/---

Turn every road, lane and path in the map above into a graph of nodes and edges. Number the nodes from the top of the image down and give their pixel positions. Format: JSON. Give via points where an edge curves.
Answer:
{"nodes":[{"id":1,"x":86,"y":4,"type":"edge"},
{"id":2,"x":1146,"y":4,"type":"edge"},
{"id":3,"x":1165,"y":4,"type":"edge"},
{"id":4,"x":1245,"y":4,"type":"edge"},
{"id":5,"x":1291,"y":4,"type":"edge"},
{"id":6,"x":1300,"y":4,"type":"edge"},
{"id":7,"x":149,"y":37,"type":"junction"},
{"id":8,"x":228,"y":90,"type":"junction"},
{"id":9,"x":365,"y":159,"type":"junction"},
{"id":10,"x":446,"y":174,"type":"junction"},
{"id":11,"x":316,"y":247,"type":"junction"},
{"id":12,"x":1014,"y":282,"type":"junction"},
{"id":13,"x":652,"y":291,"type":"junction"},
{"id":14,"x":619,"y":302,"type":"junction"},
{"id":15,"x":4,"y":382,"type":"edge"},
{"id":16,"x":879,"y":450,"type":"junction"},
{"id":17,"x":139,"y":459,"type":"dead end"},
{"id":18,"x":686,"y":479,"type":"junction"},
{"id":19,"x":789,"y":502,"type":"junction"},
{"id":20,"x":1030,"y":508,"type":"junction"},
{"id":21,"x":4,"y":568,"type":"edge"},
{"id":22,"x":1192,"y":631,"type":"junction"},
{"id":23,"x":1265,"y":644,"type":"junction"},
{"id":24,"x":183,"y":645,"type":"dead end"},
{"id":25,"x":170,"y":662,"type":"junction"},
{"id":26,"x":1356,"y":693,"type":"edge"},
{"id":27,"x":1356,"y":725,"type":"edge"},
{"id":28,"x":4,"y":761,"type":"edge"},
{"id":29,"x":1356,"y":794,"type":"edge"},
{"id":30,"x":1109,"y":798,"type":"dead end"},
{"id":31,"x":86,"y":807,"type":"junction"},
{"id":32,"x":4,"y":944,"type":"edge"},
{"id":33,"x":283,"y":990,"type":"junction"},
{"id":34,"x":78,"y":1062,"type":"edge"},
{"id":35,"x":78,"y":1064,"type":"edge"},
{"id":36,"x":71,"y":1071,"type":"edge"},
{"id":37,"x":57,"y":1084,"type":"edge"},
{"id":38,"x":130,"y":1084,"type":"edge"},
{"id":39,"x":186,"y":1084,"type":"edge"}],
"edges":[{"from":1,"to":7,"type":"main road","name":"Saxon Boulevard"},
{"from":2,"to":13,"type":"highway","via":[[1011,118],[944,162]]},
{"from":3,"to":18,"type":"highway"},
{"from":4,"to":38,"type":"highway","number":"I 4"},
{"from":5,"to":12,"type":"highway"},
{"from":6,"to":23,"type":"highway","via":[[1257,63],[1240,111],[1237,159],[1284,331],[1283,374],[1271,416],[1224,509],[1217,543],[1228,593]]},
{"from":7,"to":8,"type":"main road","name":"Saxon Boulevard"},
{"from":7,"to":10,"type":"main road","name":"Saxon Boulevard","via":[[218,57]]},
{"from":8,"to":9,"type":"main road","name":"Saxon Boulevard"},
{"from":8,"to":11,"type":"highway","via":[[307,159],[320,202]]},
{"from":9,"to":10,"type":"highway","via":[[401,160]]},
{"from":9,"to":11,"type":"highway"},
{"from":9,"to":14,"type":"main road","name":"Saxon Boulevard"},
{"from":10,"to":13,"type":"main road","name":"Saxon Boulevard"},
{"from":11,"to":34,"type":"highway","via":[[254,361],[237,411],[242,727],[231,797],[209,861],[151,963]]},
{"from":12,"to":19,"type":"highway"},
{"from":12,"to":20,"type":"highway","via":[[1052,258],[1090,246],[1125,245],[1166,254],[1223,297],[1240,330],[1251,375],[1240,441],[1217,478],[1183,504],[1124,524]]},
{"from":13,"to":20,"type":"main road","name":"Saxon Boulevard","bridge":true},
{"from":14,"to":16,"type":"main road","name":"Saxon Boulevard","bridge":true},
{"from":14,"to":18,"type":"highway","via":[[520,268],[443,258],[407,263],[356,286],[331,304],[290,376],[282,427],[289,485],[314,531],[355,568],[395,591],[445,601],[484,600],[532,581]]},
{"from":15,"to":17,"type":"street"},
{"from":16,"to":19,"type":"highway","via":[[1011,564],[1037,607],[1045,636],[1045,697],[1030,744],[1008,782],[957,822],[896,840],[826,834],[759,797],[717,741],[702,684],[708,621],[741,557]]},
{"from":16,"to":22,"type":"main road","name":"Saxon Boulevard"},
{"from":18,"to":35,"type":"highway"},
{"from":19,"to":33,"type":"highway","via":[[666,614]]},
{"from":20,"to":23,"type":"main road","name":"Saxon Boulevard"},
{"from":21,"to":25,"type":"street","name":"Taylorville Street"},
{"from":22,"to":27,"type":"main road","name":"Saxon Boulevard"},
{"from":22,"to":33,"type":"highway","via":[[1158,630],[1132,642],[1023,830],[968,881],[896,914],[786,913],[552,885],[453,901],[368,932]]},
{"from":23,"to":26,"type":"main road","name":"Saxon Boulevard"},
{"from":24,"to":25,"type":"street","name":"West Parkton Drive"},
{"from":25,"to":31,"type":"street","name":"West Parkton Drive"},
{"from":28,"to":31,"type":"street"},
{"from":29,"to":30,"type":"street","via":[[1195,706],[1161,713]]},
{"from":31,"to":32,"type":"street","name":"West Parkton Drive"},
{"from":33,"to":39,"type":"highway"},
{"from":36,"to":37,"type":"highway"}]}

\---

▶ [Task directions]: Retype all of the records above, keeping them identical.

▶ [Result]:
Turn every road, lane and path in the map above into a graph of nodes and edges. Number the nodes from the top of the image down and give their pixel positions. Format: JSON. Give via points where an edge curves.
Answer:
{"nodes":[{"id":1,"x":86,"y":4,"type":"edge"},
{"id":2,"x":1146,"y":4,"type":"edge"},
{"id":3,"x":1165,"y":4,"type":"edge"},
{"id":4,"x":1245,"y":4,"type":"edge"},
{"id":5,"x":1291,"y":4,"type":"edge"},
{"id":6,"x":1300,"y":4,"type":"edge"},
{"id":7,"x":149,"y":37,"type":"junction"},
{"id":8,"x":228,"y":90,"type":"junction"},
{"id":9,"x":365,"y":159,"type":"junction"},
{"id":10,"x":446,"y":174,"type":"junction"},
{"id":11,"x":316,"y":247,"type":"junction"},
{"id":12,"x":1014,"y":282,"type":"junction"},
{"id":13,"x":652,"y":291,"type":"junction"},
{"id":14,"x":619,"y":302,"type":"junction"},
{"id":15,"x":4,"y":382,"type":"edge"},
{"id":16,"x":879,"y":450,"type":"junction"},
{"id":17,"x":139,"y":459,"type":"dead end"},
{"id":18,"x":686,"y":479,"type":"junction"},
{"id":19,"x":789,"y":502,"type":"junction"},
{"id":20,"x":1030,"y":508,"type":"junction"},
{"id":21,"x":4,"y":568,"type":"edge"},
{"id":22,"x":1192,"y":631,"type":"junction"},
{"id":23,"x":1265,"y":644,"type":"junction"},
{"id":24,"x":183,"y":645,"type":"dead end"},
{"id":25,"x":170,"y":662,"type":"junction"},
{"id":26,"x":1356,"y":693,"type":"edge"},
{"id":27,"x":1356,"y":725,"type":"edge"},
{"id":28,"x":4,"y":761,"type":"edge"},
{"id":29,"x":1356,"y":794,"type":"edge"},
{"id":30,"x":1109,"y":798,"type":"dead end"},
{"id":31,"x":86,"y":807,"type":"junction"},
{"id":32,"x":4,"y":944,"type":"edge"},
{"id":33,"x":283,"y":990,"type":"junction"},
{"id":34,"x":78,"y":1062,"type":"edge"},
{"id":35,"x":78,"y":1064,"type":"edge"},
{"id":36,"x":71,"y":1071,"type":"edge"},
{"id":37,"x":57,"y":1084,"type":"edge"},
{"id":38,"x":130,"y":1084,"type":"edge"},
{"id":39,"x":186,"y":1084,"type":"edge"}],
"edges":[{"from":1,"to":7,"type":"main road","name":"Saxon Boulevard"},
{"from":2,"to":13,"type":"highway","via":[[1011,118],[944,162]]},
{"from":3,"to":18,"type":"highway"},
{"from":4,"to":38,"type":"highway","number":"I 4"},
{"from":5,"to":12,"type":"highway"},
{"from":6,"to":23,"type":"highway","via":[[1257,63],[1240,111],[1237,159],[1284,331],[1283,374],[1271,416],[1224,509],[1217,543],[1228,593]]},
{"from":7,"to":8,"type":"main road","name":"Saxon Boulevard"},
{"from":7,"to":10,"type":"main road","name":"Saxon Boulevard","via":[[218,57]]},
{"from":8,"to":9,"type":"main road","name":"Saxon Boulevard"},
{"from":8,"to":11,"type":"highway","via":[[307,159],[320,202]]},
{"from":9,"to":10,"type":"highway","via":[[401,160]]},
{"from":9,"to":11,"type":"highway"},
{"from":9,"to":14,"type":"main road","name":"Saxon Boulevard"},
{"from":10,"to":13,"type":"main road","name":"Saxon Boulevard"},
{"from":11,"to":34,"type":"highway","via":[[254,361],[237,411],[242,727],[231,797],[209,861],[151,963]]},
{"from":12,"to":19,"type":"highway"},
{"from":12,"to":20,"type":"highway","via":[[1052,258],[1090,246],[1125,245],[1166,254],[1223,297],[1240,330],[1251,375],[1240,441],[1217,478],[1183,504],[1124,524]]},
{"from":13,"to":20,"type":"main road","name":"Saxon Boulevard","bridge":true},
{"from":14,"to":16,"type":"main road","name":"Saxon Boulevard","bridge":true},
{"from":14,"to":18,"type":"highway","via":[[520,268],[443,258],[407,263],[356,286],[331,304],[290,376],[282,427],[289,485],[314,531],[355,568],[395,591],[445,601],[484,600],[532,581]]},
{"from":15,"to":17,"type":"street"},
{"from":16,"to":19,"type":"highway","via":[[1011,564],[1037,607],[1045,636],[1045,697],[1030,744],[1008,782],[957,822],[896,840],[826,834],[759,797],[717,741],[702,684],[708,621],[741,557]]},
{"from":16,"to":22,"type":"main road","name":"Saxon Boulevard"},
{"from":18,"to":35,"type":"highway"},
{"from":19,"to":33,"type":"highway","via":[[666,614]]},
{"from":20,"to":23,"type":"main road","name":"Saxon Boulevard"},
{"from":21,"to":25,"type":"street","name":"Taylorville Street"},
{"from":22,"to":27,"type":"main road","name":"Saxon Boulevard"},
{"from":22,"to":33,"type":"highway","via":[[1158,630],[1132,642],[1023,830],[968,881],[896,914],[786,913],[552,885],[453,901],[368,932]]},
{"from":23,"to":26,"type":"main road","name":"Saxon Boulevard"},
{"from":24,"to":25,"type":"street","name":"West Parkton Drive"},
{"from":25,"to":31,"type":"street","name":"West Parkton Drive"},
{"from":28,"to":31,"type":"street"},
{"from":29,"to":30,"type":"street","via":[[1195,706],[1161,713]]},
{"from":31,"to":32,"type":"street","name":"West Parkton Drive"},
{"from":33,"to":39,"type":"highway"},
{"from":36,"to":37,"type":"highway"}]}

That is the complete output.